Le lendemain, réveil à 5h et quelle chance, le soleil pointe à l’horizon.

A 7h, nous attaquons la randonnée vers la Laguna 69 (ils n’ont pas pu donner un nom aux 400 lacs du parc). Le soleil commence à raser les montagnes. Il ne fait que 5 degrés. 

Il y a 9km à parcourir jusqu’au lac. Pas la mer à boire, mais plutôt la montagne à avaler.

Les 3 premiers km sont tranquilles. Nous sommes dans la vallée. Au 5ème km ça commence à grimper dur. Le ciel est dégagé et on voit bien les montagne enneigées qui culminent à plus de 6000m. 

D’après la carte, on peut situer à peu près où doit se trouver le lac et on avance confiants, on a la forme.

Arrivés là où on pensait trouver le lac, il s’avère qu’on n’a pas encore atteint notre but. Nous sommes dans autre plaine, à 4400m. Déçus, mais c’est plat, donc on reprend de l’assurance.

On arrive à un petit panneau qui nous signale qu’il n’y a plus qu’1km. Chouette ! Mais t’as vu où est le chemin ? 

Cette dernière montée nous forcera à dépasser nos limites. Nous faisons 100 pas et reprenons notre souffle. Nous faisons 50 pas, nous faisons 20 pas… 

4604m, la voilà cette fichue Laguna 69. Ça valait la peine, non ? 

Il est 10h30, pause pique-nique. Nous sommes les premiers arrivés de la journée.

Quand on est prêts à repartir, d’autres randonneurs commencent à arriver. Un car a dû lâcher ses touristes car on croise beaucoup de monde à la descente qui nous demandent si c’est encore loin et si ça vaut le coup…on compatit !

2h30 pour redescendre, on arrive sur les genoux à la voiture mais heureux.

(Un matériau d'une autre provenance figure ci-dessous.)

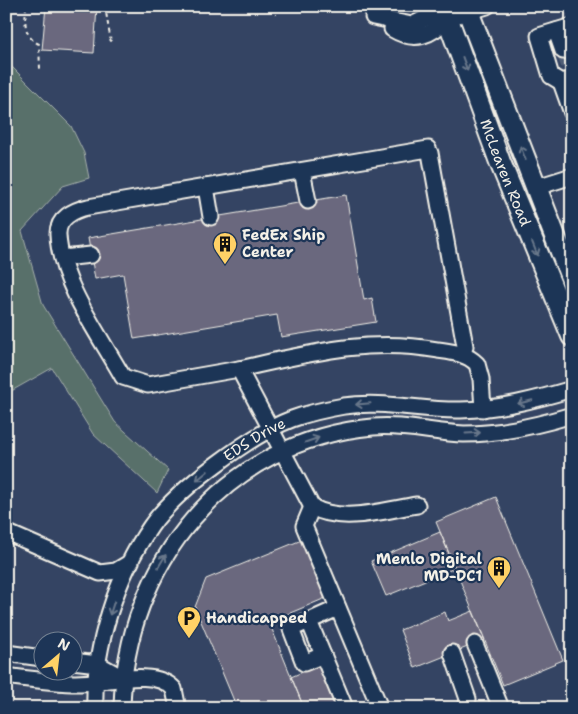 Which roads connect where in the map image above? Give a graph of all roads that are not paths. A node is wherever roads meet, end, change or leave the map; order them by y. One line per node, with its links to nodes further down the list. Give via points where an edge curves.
1 (474, 8): 2 (street); 11 (main road, McLearen Road, one-way to 1)
2 (446, 12): 18 (main road, McLearen Road, one-way to 18, via 500,162)
3 (572, 26): 4 (street)
4 (556, 31): 5 (street); 6 (street, via 539,36 551,76)
5 (563, 51)
6 (568, 75): 7 (street)
7 (572, 113)
8 (302, 171): 10 (street); 12 (street); 19 (street, via 428,149 465,346)
9 (572, 176): 11 (street)
10 (206, 187): 13 (street); 16 (street, via 72,211 58,234)
11 (537, 187): 14 (main road, McLearen Road)
12 (308, 201)
13 (211, 217)
14 (566, 251): 17 (main road, McLearen Road)
15 (91, 255): 16 (street)
16 (63, 258): 20 (street, via 70,283 123,377 148,385)
17 (572, 280)
18 (572, 336)
19 (463, 355): 20 (street, via 400,344 371,344); 22 (street, via 480,370)
20 (240, 369): 24 (street)
21 (572, 388): 22 (street, EDS Drive, one-way to 22, via 530,401)
22 (483, 409): 24 (street, EDS Drive, one-way to 24, via 368,404 291,419)
23 (572, 415): 25 (street, EDS Drive, one-way to 23, via 308,440 353,430 385,427 448,433 494,432 526,428)
24 (271, 430): 25 (street); 29 (street, EDS Drive, one-way to 29, via 234,452 180,495 152,525)
25 (282, 452): 27 (street); 40 (street, EDS Drive, one-way to 25, via 137,613 157,568 170,548 206,503 233,480)
26 (417, 505): 27 (street, via 357,515 320,512)
27 (312, 507): 30 (street, via 304,526)
28 (6, 532): 29 (street, via 105,574)
29 (131, 562): 38 (street, EDS Drive, one-way to 38, via 114,601)
30 (338, 608): 31 (street); 46 (street)
31 (310, 621): 35 (street); 35 (street, via 290,629 304,663)
32 (475, 644): 48 (street)
33 (452, 653): 47 (street, via 468,699)
34 (6, 654): 36 (street)
35 (324, 655): 45 (street)
36 (32, 657)
37 (82, 662): 38 (street)
38 (98, 664): 40 (street); 41 (street, EDS Drive)
39 (6, 676): 41 (street)
40 (124, 678): 41 (street); 42 (street, via 165,681 174,689); 44 (street, EDS Drive)
41 (96, 684): 43 (street, EDS Drive)
42 (177, 704)
43 (95, 708)
44 (122, 708)
45 (346, 708)
46 (380, 708)
47 (466, 708)
48 (501, 708) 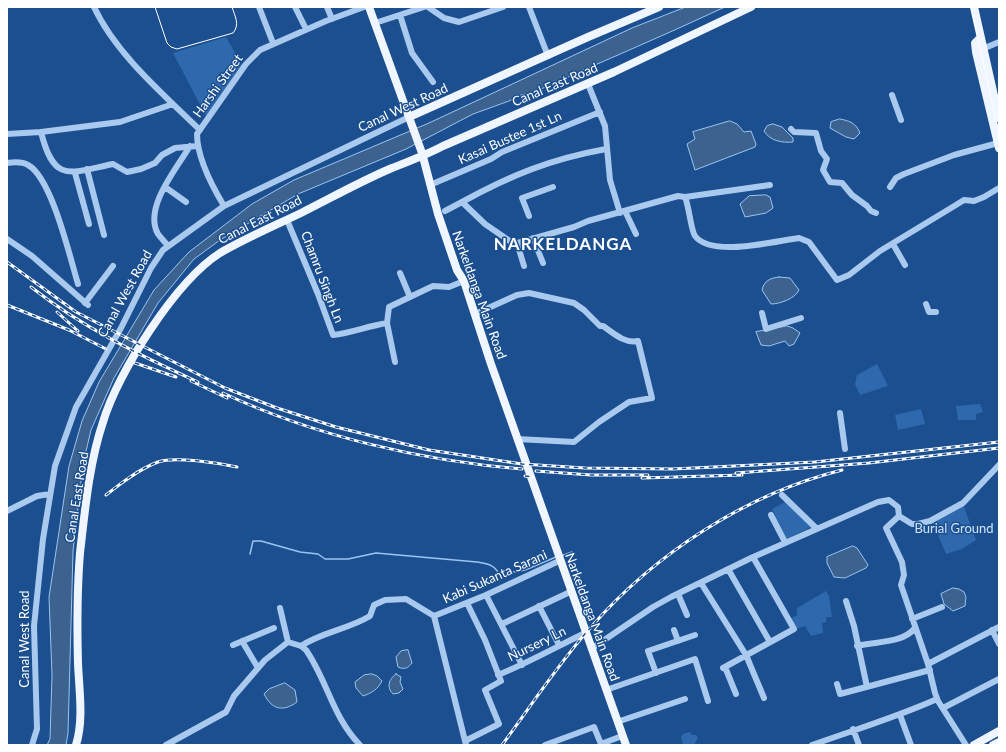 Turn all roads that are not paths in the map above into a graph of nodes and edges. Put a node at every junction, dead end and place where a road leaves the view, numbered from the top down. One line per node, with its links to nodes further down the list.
1 (94, 7): 25 (street)
2 (259, 7): 19 (street)
3 (295, 7): 17 (street)
4 (327, 7): 15 (street)
5 (364, 7): 15 (street, Harshi Street)
6 (369, 7): 16 (main road)
7 (424, 7): 14 (street)
8 (428, 7): 9 (street)
9 (503, 7)
10 (529, 7): 21 (street)
11 (659, 7): 21 (main road, Canal West Road)
12 (751, 7): 23 (main road, Canal East Road)
13 (974, 7): 20 (main road)
14 (400, 14): 16 (street); 22 (street)
15 (332, 19): 17 (street, Harshi Street)
16 (375, 23): 28 (main road)
17 (306, 29): 19 (street, Harshi Street)
18 (999, 42): 20 (street)
19 (273, 43): 31 (street, Harshi Street)
20 (979, 50): 27 (main road); 35 (main road)
21 (548, 56): 28 (main road, Canal West Road)
22 (433, 82)
23 (588, 84): 26 (street); 37 (main road, Canal East Road)
24 (892, 95): 29 (street)
25 (173, 104): 31 (street); 32 (street)
26 (600, 112): 36 (street); 42 (street, Kasai Bustee 1st Ln)
27 (999, 118)
28 (410, 120): 37 (main road, Narkeldanga Main Road); 50 (street, Canal West Road)
29 (901, 120)
30 (791, 128): 53 (street)
31 (200, 130): 34 (street)
32 (41, 132): 33 (street); 40 (street)
33 (7, 134)
34 (193, 146): 39 (street); 43 (street); 50 (street)
35 (998, 146): 45 (street)
36 (606, 149): 49 (street); 52 (street)
37 (422, 155): 42 (main road, Narkeldanga Main Road); 55 (main road, Canal East Road)
38 (7, 162): 70 (street)
39 (87, 169): 40 (street); 58 (street)
40 (75, 172): 56 (street)
41 (770, 184): 47 (street)
42 (430, 185): 69 (main road, Narkeldanga Main Road)
43 (165, 187): 48 (street); 63 (street)
44 (553, 187): 54 (street)
45 (890, 187)
46 (999, 188): 62 (street)
47 (685, 197): 52 (street); 62 (street)
48 (186, 202)
49 (462, 202): 51 (street); 61 (street)
50 (224, 206): 63 (street, Canal West Road)
51 (445, 211)
52 (622, 212): 57 (street); 59 (street)
53 (876, 213)
54 (529, 216)
55 (287, 220): 77 (street, Chamru Singh Ln); 149 (main road, Canal East Road)
56 (89, 224)
57 (636, 234)
58 (104, 235)
59 (534, 238): 61 (street); 64 (street)
60 (7, 239): 66 (street)
61 (517, 244): 67 (street)
62 (893, 244): 65 (street)
63 (168, 246): 83 (street, Canal West Road)
64 (544, 263)
65 (905, 265)
66 (113, 266)
67 (524, 266)
68 (400, 273): 71 (street)
69 (464, 281): 71 (street); 75 (main road, Narkeldanga Main Road)
70 (78, 284)
71 (410, 297): 77 (street)
72 (926, 304): 73 (street)
73 (936, 312)
74 (762, 313): 76 (street)
75 (475, 314): 80 (main road, Narkeldanga Main Road); 80 (street)
76 (801, 318)
77 (387, 323): 78 (street)
78 (395, 362)
79 (840, 413): 81 (street)
80 (517, 439): 91 (main road, Narkeldanga Main Road)
81 (845, 449)
82 (999, 465): 87 (street)
83 (50, 494): 85 (street); 148 (street, Canal West Road)
84 (782, 495): 88 (street)
85 (7, 511)
86 (771, 515): 89 (street)
87 (900, 516): 88 (street); 104 (street)
88 (816, 528): 89 (street)
89 (785, 542): 90 (street)
90 (753, 557): 92 (street); 116 (street)
91 (560, 561): 94 (main road, Narkeldanga Main Road); 96 (street, Kabi Sukanta Sarani)
92 (728, 569): 93 (street); 116 (street)
93 (702, 582): 95 (street); 123 (street)
94 (570, 592): 99 (street); 111 (main road, Narkeldanga Main Road)
95 (678, 594): 102 (street); 122 (street)
96 (486, 595): 98 (street, Kabi Sukanta Sarani); 105 (street)
97 (846, 601): 121 (street)
98 (467, 603): 103 (street, Kabi Sukanta Sarani); 128 (street)
99 (539, 606): 105 (street); 119 (street)
100 (942, 607): 104 (street)
101 (280, 608): 115 (street)
102 (687, 615)
103 (434, 616): 120 (street, Kabi Sukanta Sarani); 146 (street)
104 (912, 618): 108 (street)
105 (502, 624): 124 (street)
106 (999, 627): 110 (street)
107 (274, 628): 114 (street)
108 (915, 628): 121 (street); 125 (street)
109 (674, 630): 113 (street)
110 (992, 630): 117 (street); 125 (street)
111 (585, 633): 119 (street, Nursery Ln); 122 (main road, Narkeldanga Main Road)
112 (695, 635): 113 (street)
113 (678, 641): 127 (street)
114 (242, 642): 118 (street); 126 (street)
115 (288, 642): 120 (street); 126 (street)
116 (770, 642): 123 (street)
117 (999, 644)
118 (233, 645)
119 (559, 645): 124 (street, Nursery Ln)
120 (300, 646): 151 (street)
121 (857, 646): 131 (street)
122 (591, 649): 132 (main road, Narkeldanga Main Road)
123 (746, 655): 133 (street); 134 (street)
124 (522, 665): 128 (street, Nursery Ln)
125 (929, 667): 131 (street); 135 (street)
126 (258, 668): 150 (street)
127 (656, 673): 132 (street); 137 (street)
128 (498, 675): 146 (street)
129 (999, 679): 138 (street)
130 (837, 684): 131 (street)
131 (867, 687)
132 (606, 690): 140 (main road, Narkeldanga Main Road)
133 (736, 694)
134 (764, 698)
135 (937, 699): 138 (street); 139 (street)
136 (685, 700): 140 (street)
137 (708, 701)
138 (943, 708): 157 (street)
139 (900, 715): 141 (street); 156 (street)
140 (617, 722): 143 (main road, Narkeldanga Main Road)
141 (854, 729): 144 (street); 155 (street)
142 (999, 731): 158 (main road)
143 (622, 736): 147 (street); 153 (main road, Narkeldanga Main Road)
144 (828, 742): 154 (street)
145 (999, 742): 159 (main road)
146 (466, 743)
147 (597, 744): 152 (street)
148 (32, 745)
149 (76, 745)
150 (166, 745)
151 (360, 745)
152 (545, 745)
153 (626, 745)
154 (812, 745)
155 (859, 745)
156 (911, 745)
157 (966, 745)
158 (974, 745)
159 (993, 745)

On aimerait bien faire comme elles, mais on ne pourra plus repartir

Petit bémol, on reprenant la piste vers Yungay, on crève un pneu. Mince, il est tout neuf. Plus tard on s’apercevra que c’est juste la chambre à air qui a dû être pincée. Rien de grave.

Nasca

Après une petite remontée à 4200m, nous attaquons la descente vers l’océan.

Le paysage devient de plus en plus désertique, le vent de plus en plus chaud, l’altitude de plus en plus basse, la route de plus en plus sinueuse. 

Le cerro blanco

Nous entrons dans le four de Nasca où nous ne restons que le temps de manger/boire un caldo de gallina (sorte de poule au pot). 

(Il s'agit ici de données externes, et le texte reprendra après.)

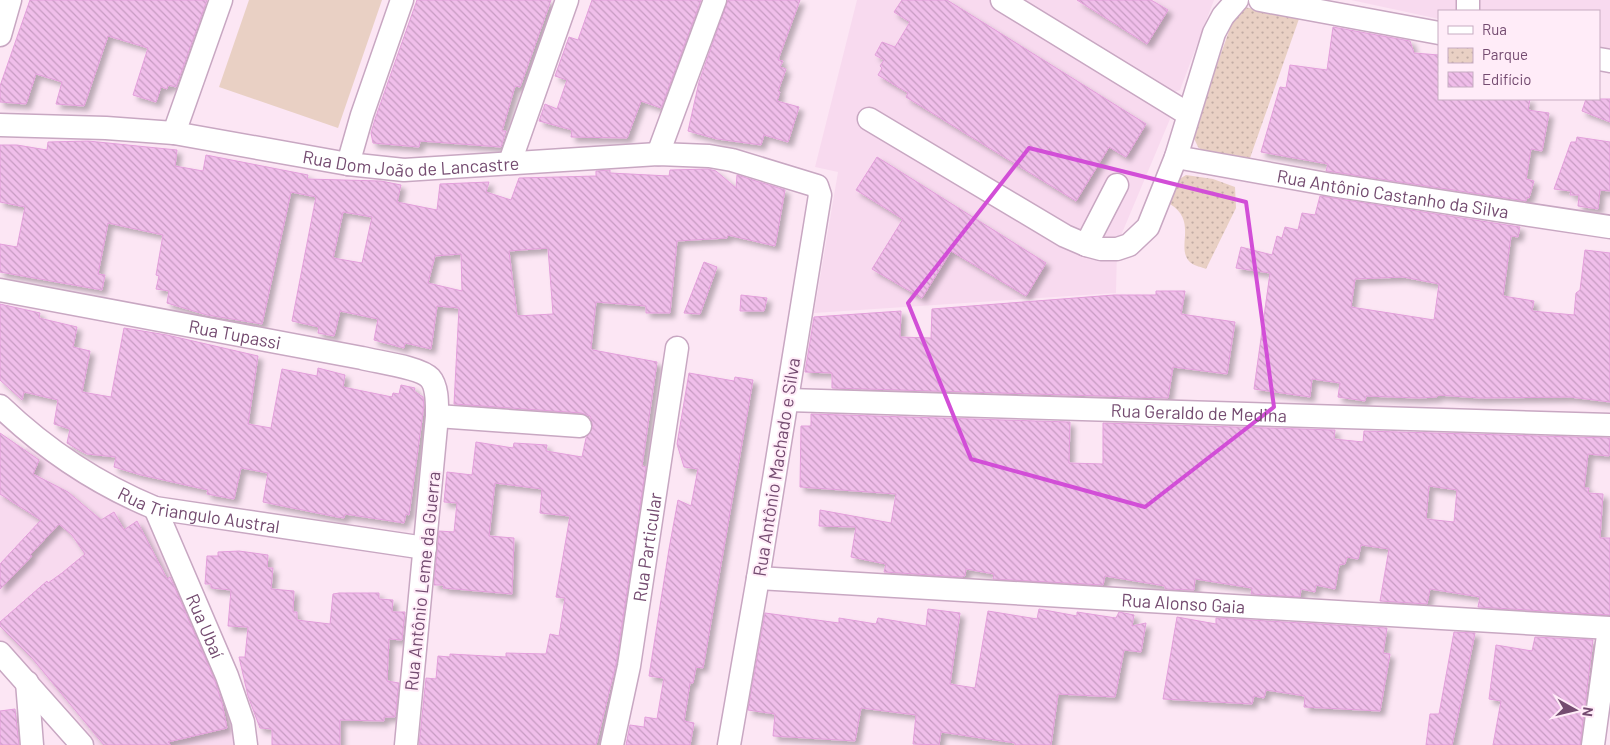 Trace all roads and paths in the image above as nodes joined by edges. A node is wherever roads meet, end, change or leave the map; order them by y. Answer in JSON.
{"nodes":[{"id":1,"x":10,"y":0,"type":"edge"},
{"id":2,"x":221,"y":0,"type":"edge"},
{"id":3,"x":402,"y":0,"type":"edge"},
{"id":4,"x":567,"y":0,"type":"edge"},
{"id":5,"x":716,"y":0,"type":"edge"},
{"id":6,"x":1002,"y":0,"type":"edge"},
{"id":7,"x":1237,"y":0,"type":"edge"},
{"id":8,"x":1260,"y":0,"type":"edge"},
{"id":9,"x":1438,"y":33,"type":"edge"},
{"id":10,"x":0,"y":35,"type":"edge"},
{"id":11,"x":1188,"y":114,"type":"junction"},
{"id":12,"x":869,"y":119,"type":"dead end"},
{"id":13,"x":0,"y":125,"type":"edge"},
{"id":14,"x":174,"y":133,"type":"junction"},
{"id":15,"x":658,"y":154,"type":"junction"},
{"id":16,"x":1176,"y":157,"type":"junction"},
{"id":17,"x":510,"y":162,"type":"junction"},
{"id":18,"x":348,"y":164,"type":"junction"},
{"id":19,"x":1117,"y":185,"type":"dead end"},
{"id":20,"x":819,"y":189,"type":"joint"},
{"id":21,"x":1610,"y":226,"type":"edge"},
{"id":22,"x":1086,"y":245,"type":"junction"},
{"id":23,"x":0,"y":290,"type":"edge"},
{"id":24,"x":677,"y":348,"type":"dead end"},
{"id":25,"x":788,"y":400,"type":"junction"},
{"id":26,"x":0,"y":406,"type":"edge"},
{"id":27,"x":438,"y":416,"type":"junction"},
{"id":28,"x":1610,"y":425,"type":"edge"},
{"id":29,"x":580,"y":426,"type":"dead end"},
{"id":30,"x":155,"y":508,"type":"junction"},
{"id":31,"x":425,"y":548,"type":"junction"},
{"id":32,"x":758,"y":578,"type":"junction"},
{"id":33,"x":1610,"y":628,"type":"edge"},
{"id":34,"x":0,"y":653,"type":"edge"},
{"id":35,"x":27,"y":682,"type":"junction"},
{"id":36,"x":32,"y":745,"type":"edge"},
{"id":37,"x":82,"y":745,"type":"edge"},
{"id":38,"x":246,"y":745,"type":"edge"},
{"id":39,"x":406,"y":745,"type":"edge"},
{"id":40,"x":612,"y":745,"type":"edge"},
{"id":41,"x":728,"y":745,"type":"edge"},
{"id":42,"x":1593,"y":745,"type":"edge"}],
"edges":[{"from":1,"to":10,"type":"street"},
{"from":2,"to":14,"type":"street"},
{"from":3,"to":18,"type":"street"},
{"from":4,"to":17,"type":"street"},
{"from":5,"to":15,"type":"street"},
{"from":6,"to":11,"type":"street"},
{"from":7,"to":11,"type":"street"},
{"from":8,"to":9,"type":"street"},
{"from":11,"to":16,"type":"street"},
{"from":12,"to":22,"type":"street"},
{"from":13,"to":14,"type":"street","name":"Rua Dom João de Lancastre"},
{"from":14,"to":18,"type":"street","name":"Rua Dom João de Lancastre"},
{"from":15,"to":17,"type":"street","name":"Rua Dom João de Lancastre"},
{"from":15,"to":20,"type":"street","name":"Rua Dom João de Lancastre"},
{"from":16,"to":21,"type":"street","name":"Rua Antônio Castanho da Silva"},
{"from":16,"to":22,"type":"street"},
{"from":17,"to":18,"type":"street","name":"Rua Dom João de Lancastre"},
{"from":19,"to":22,"type":"street"},
{"from":20,"to":25,"type":"street","name":"Rua Antônio Machado e Silva"},
{"from":23,"to":27,"type":"street","name":"Rua Tupassi"},
{"from":24,"to":40,"type":"street","name":"Rua Particular"},
{"from":25,"to":28,"type":"street","name":"Rua Geraldo de Medina"},
{"from":25,"to":32,"type":"street","name":"Rua Antônio Machado e Silva"},
{"from":26,"to":30,"type":"street","name":"Rua Triangulo Austral"},
{"from":27,"to":29,"type":"street"},
{"from":27,"to":31,"type":"street","name":"Rua Antônio Leme da Guerra"},
{"from":30,"to":31,"type":"street","name":"Rua Triangulo Austral"},
{"from":30,"to":38,"type":"street","name":"Rua Ubaí"},
{"from":31,"to":39,"type":"street","name":"Rua Antônio Leme da Guerra"},
{"from":32,"to":33,"type":"street","name":"Rua Alonso Gaia"},
{"from":32,"to":41,"type":"street","name":"Rua Antônio Machado e Silva"},
{"from":33,"to":42,"type":"street"},
{"from":34,"to":35,"type":"street"},
{"from":35,"to":36,"type":"street"},
{"from":35,"to":37,"type":"street"}]}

Nous revoilà sur la Panaméricaine Sud. Elle traverse la zone où l’on peut voir les fameuses lignes Nasca, ces glyphes énigmatiques tracés par des extra-terrestres (enfin c’est ce qu’on dit 😉). Le seul moyen de bien les observer serait de prendre un des petits avions qui ont déjà quelques crashes à leur actif (ceux qui se sont crashés ne volent plus bien sûr). 

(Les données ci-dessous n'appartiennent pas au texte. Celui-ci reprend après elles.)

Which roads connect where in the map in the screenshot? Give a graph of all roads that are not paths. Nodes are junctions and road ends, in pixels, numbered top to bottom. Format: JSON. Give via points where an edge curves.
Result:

On se contentera donc de monter en haut d’un mirador.

Depuis que nous sommes à 600m d’altitude, le carbu fait des siennes. Quentin a re-changé les gicleurs mais quand on s’arrête on ne sait jamais si le moteur va repartir. Donc on ne s’arrête plus ….jusqu’à l’oasis de Huacachina, entouré de dunes de 110m de haut. 

Super endroit pour bricoler et/ou rester bloqué.

Le problème vient de la vis de richesse du gicleur de ralenti. En effet, l’aluminium au niveau du pointeau de la vis est tout rongé, ce qui rend le réglage impossible. Quentin transforme une des 2 vis de réglage en taraud et progressivement il prolonge le filet aluminium du carbu et  retaille plus court le pointeau. Ce qui maintenant permet un réglage, même s’il reste imprécis. 

Ça durera ce que ça durera. En parallèle, on cherche un carbu…

Nécrologie

Nous sommes au regret de vous annoncer le décès de notre quatrième pompe à essence, la deuxième électrique, après 3600km. Le sinistre a eu lieu quelque part sur la Ruta 5 entre Uyuni et Potosi. Il y a vraiment quelque chose de pourri dans le monde des pièces détachées sud-américaines. Une pompe est morte, une autre pompe est installée. 

    

A part ça la route est magnifique. On passe de 3500m à 4000m et inversement une bonne dizaine de fois. Du désert, des vallées fertiles couvertes de cultures de quinoa, du sable blanc, des lamas et alpagas en pagaille.